Bugün İrlanda Büyükelçiliği olarak kullanılan, sokağın sonunda, köşedeki 13 numaralı bina 1905’te özel okul amacıyla inşa edilmiş. İçeriden, Strelnieku Caddesi 4 numaradaki diğer Eisenstein eserine bağlanmış. Binanın cephesi Apollo, Pan, Artemis figürleriyle tiyatro sahnesini andırıyor. Bağlı bulunduğu binanın cephesinde ise bitki soyutlamaları ve genç kız yüzleri huzur verecek şekilde kullanılmış.
Eisenstein, sokaktaki son iki eserini 1906’da inşa etmiş. Alberta’ya doğu yönünden girer girmez ilk dikkat çeken yapı, kapısındaki iki heykelle “No: 2a”. Aslan bedenli, kanatlı genç kızlar yapıyı koruyor. Korkmayanlar için, ortadaki kapıların üstüne haykıran dört savaşçı yüzü yerleştirilmiş. Binanın sıradışı özelliği çatı seviyesinin üstüne çıkan beş kemerli süsleme. Antik şehirlerin giriş kapılarını andıran süslemedeki altı kadın büstü gözlerini yola dikmiş. 2 numaradaki yapı ise sokaktaki en sade Eisenstein eseri. Cephesindeki süslemelerde sadece iki şeytan maskı, sütun başlarında sekiz genç kız yüzü kullanılmış.
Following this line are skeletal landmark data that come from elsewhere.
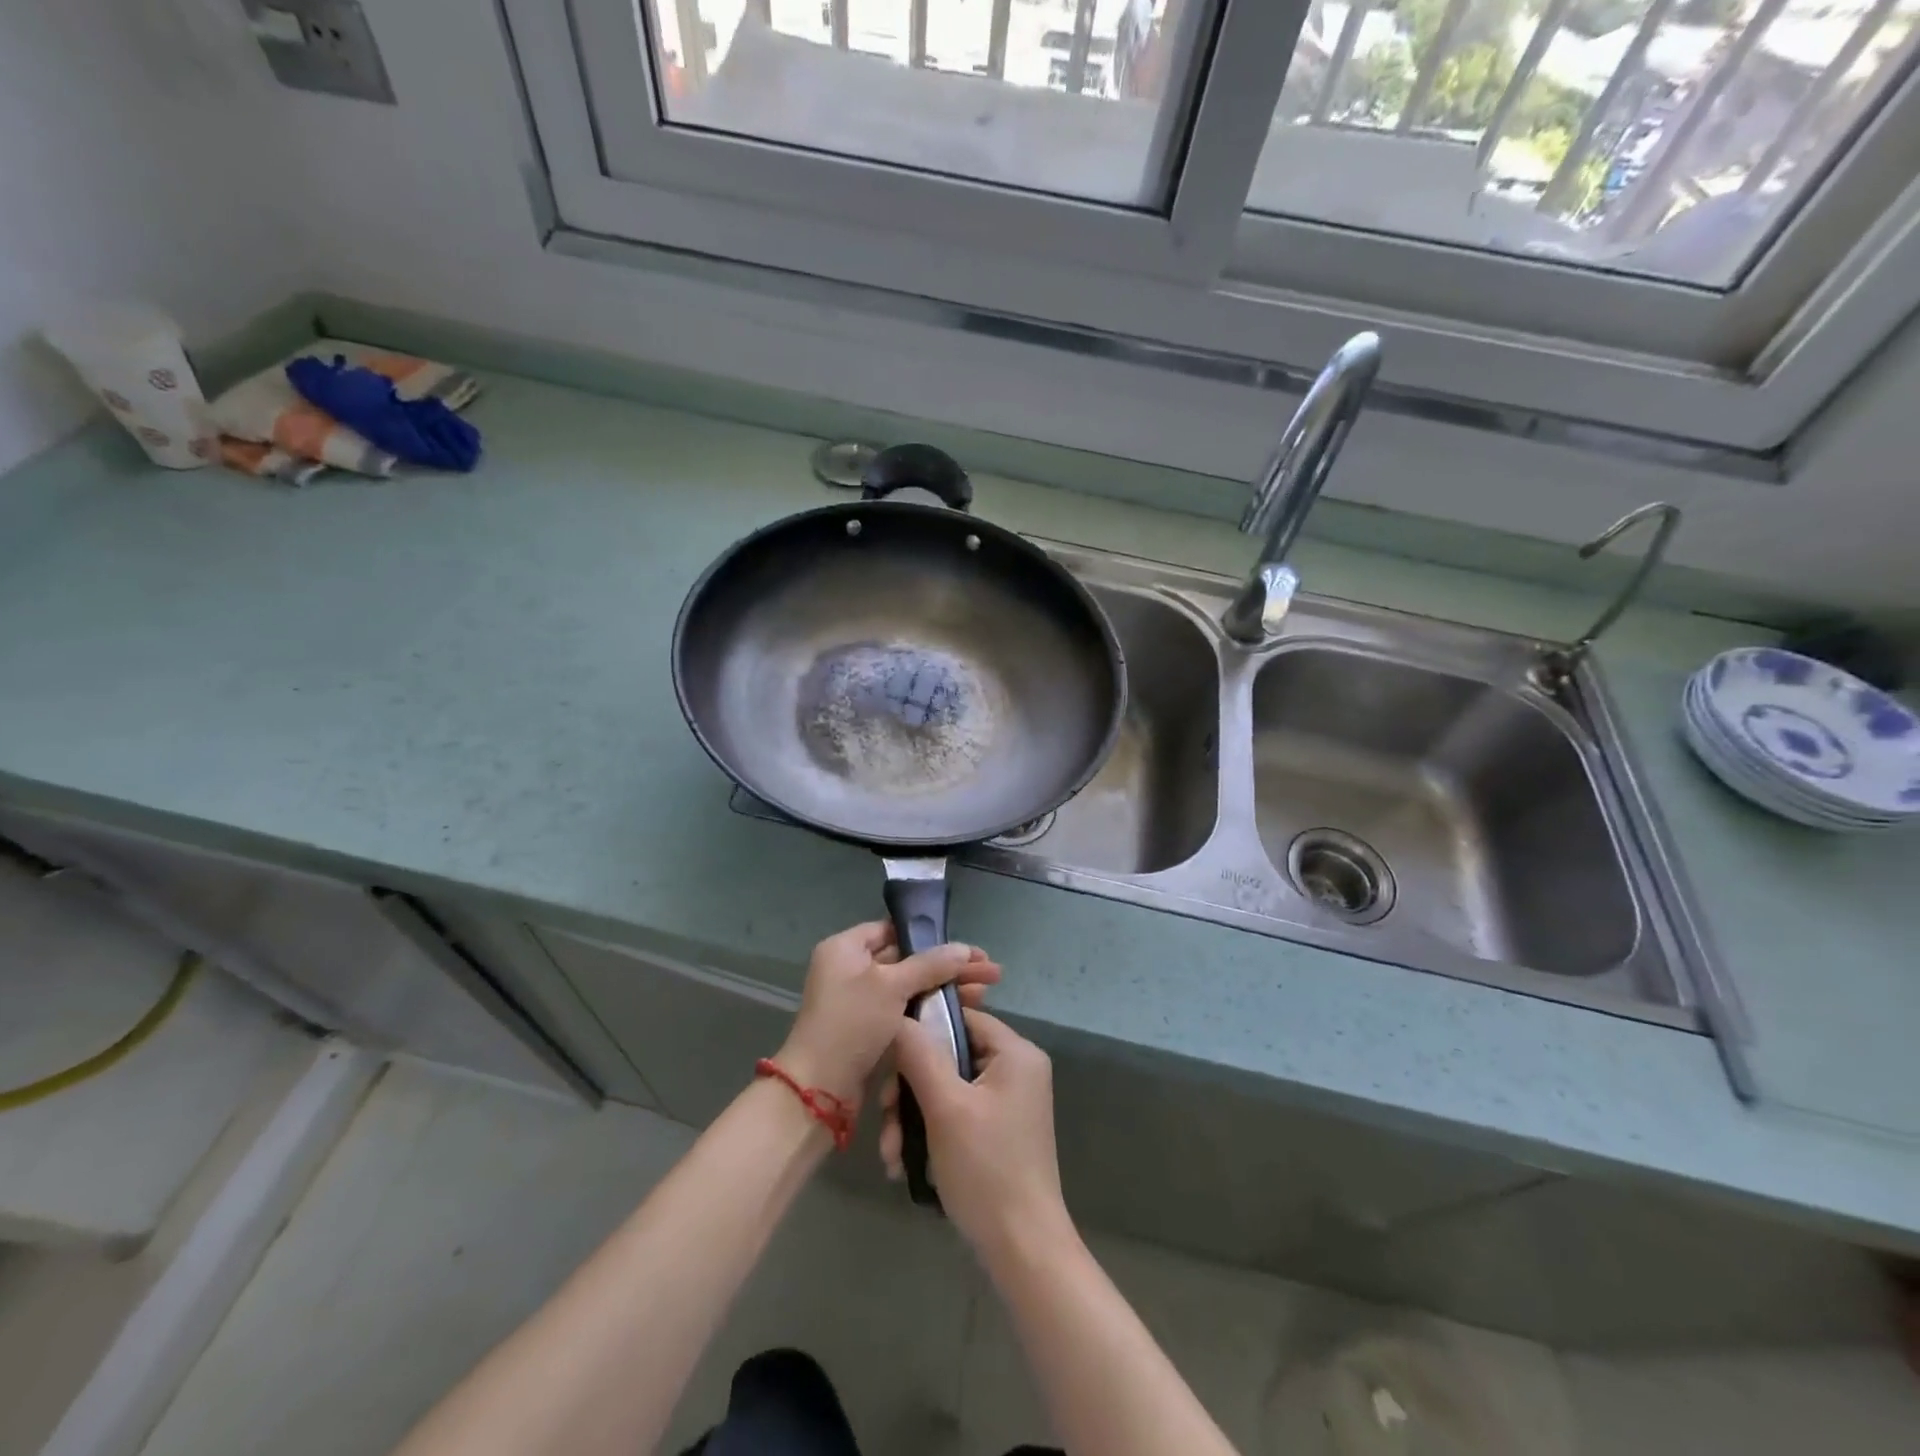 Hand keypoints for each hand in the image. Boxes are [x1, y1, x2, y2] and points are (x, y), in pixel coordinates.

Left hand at [775, 921, 1000, 1107]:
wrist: (819, 1090)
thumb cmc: (851, 1024)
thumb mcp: (891, 986)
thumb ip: (929, 965)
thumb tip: (964, 949)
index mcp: (846, 949)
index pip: (893, 930)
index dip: (931, 936)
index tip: (968, 948)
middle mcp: (851, 970)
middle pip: (908, 959)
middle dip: (949, 966)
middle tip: (990, 972)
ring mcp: (862, 1002)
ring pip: (911, 987)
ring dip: (946, 988)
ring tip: (986, 993)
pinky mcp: (871, 1030)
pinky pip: (907, 1010)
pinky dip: (931, 1010)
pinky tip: (964, 1013)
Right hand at [882, 1008, 1067, 1260]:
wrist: (1023, 1251)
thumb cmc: (986, 1169)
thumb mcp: (946, 1107)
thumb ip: (919, 1055)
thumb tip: (898, 1017)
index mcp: (1015, 1053)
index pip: (959, 1017)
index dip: (920, 1032)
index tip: (887, 1060)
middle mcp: (1015, 1070)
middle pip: (948, 1056)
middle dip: (909, 1089)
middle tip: (885, 1119)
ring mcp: (1007, 1102)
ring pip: (945, 1088)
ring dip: (911, 1117)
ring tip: (890, 1155)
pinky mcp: (996, 1131)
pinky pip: (955, 1114)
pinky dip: (928, 1133)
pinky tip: (902, 1164) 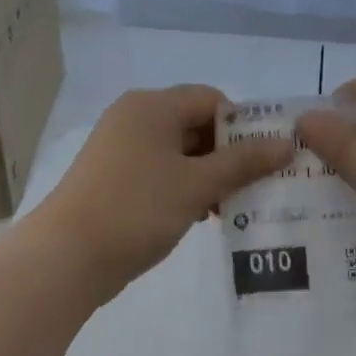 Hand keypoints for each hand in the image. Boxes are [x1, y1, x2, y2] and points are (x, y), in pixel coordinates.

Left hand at [32, 85, 293, 302]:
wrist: (68, 256)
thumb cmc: (137, 209)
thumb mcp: (196, 185)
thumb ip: (243, 163)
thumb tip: (286, 144)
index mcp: (152, 106)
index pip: (211, 99)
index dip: (243, 126)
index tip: (266, 160)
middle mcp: (134, 119)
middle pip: (195, 126)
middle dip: (228, 156)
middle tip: (257, 188)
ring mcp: (121, 151)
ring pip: (179, 154)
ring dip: (209, 177)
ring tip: (232, 208)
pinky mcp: (115, 181)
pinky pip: (161, 175)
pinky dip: (185, 190)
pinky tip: (202, 217) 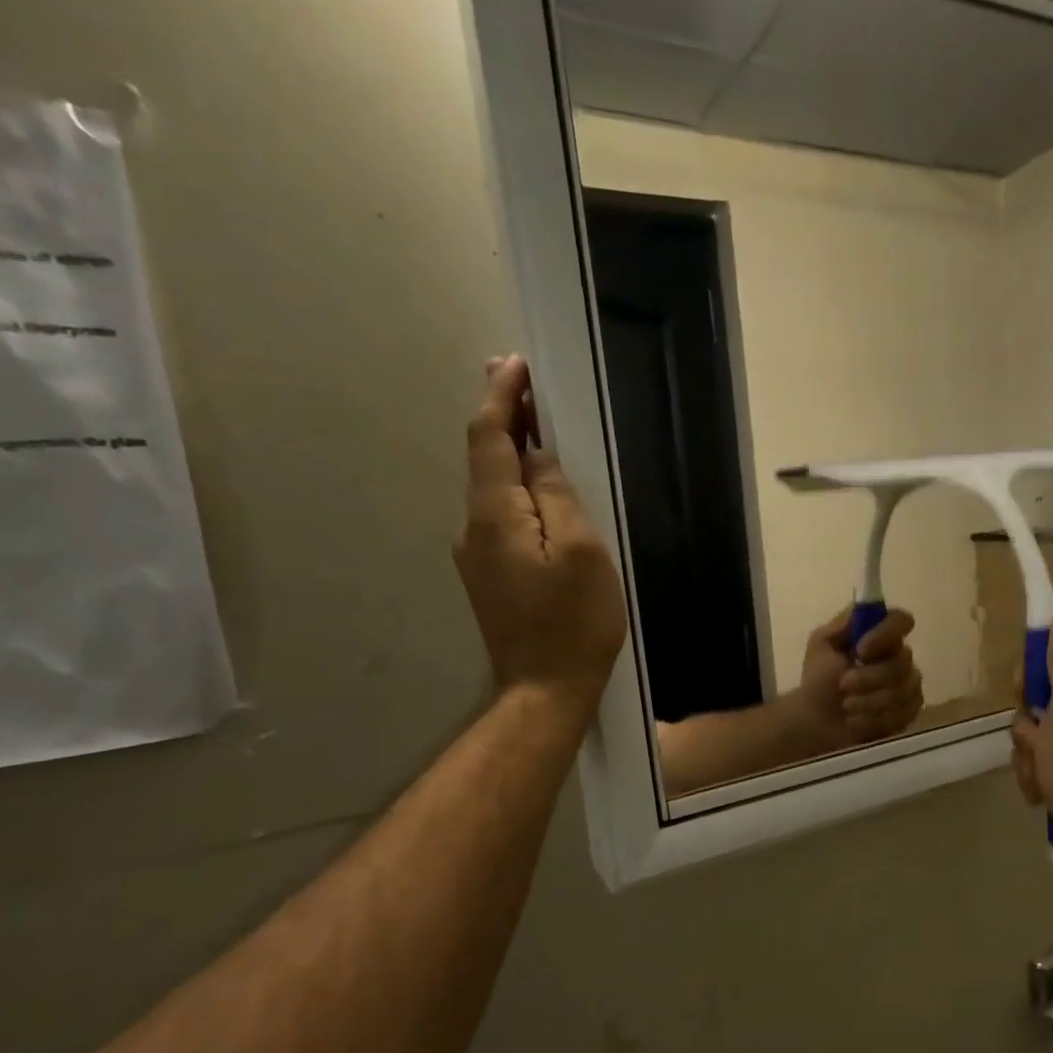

Diğer beş mimarın sokaktaki eserlerinde insan figürleri kullanılmamış. Hayvanlar ise sadece 12 numarada yer alıyor. Oval çizgileri, diğer süslemeleriyle Art Nouveau özelliğini taşıyorlar. Binaların önemli bölümü restore edilmiş, bir kısmında çalışmalar devam ediyor.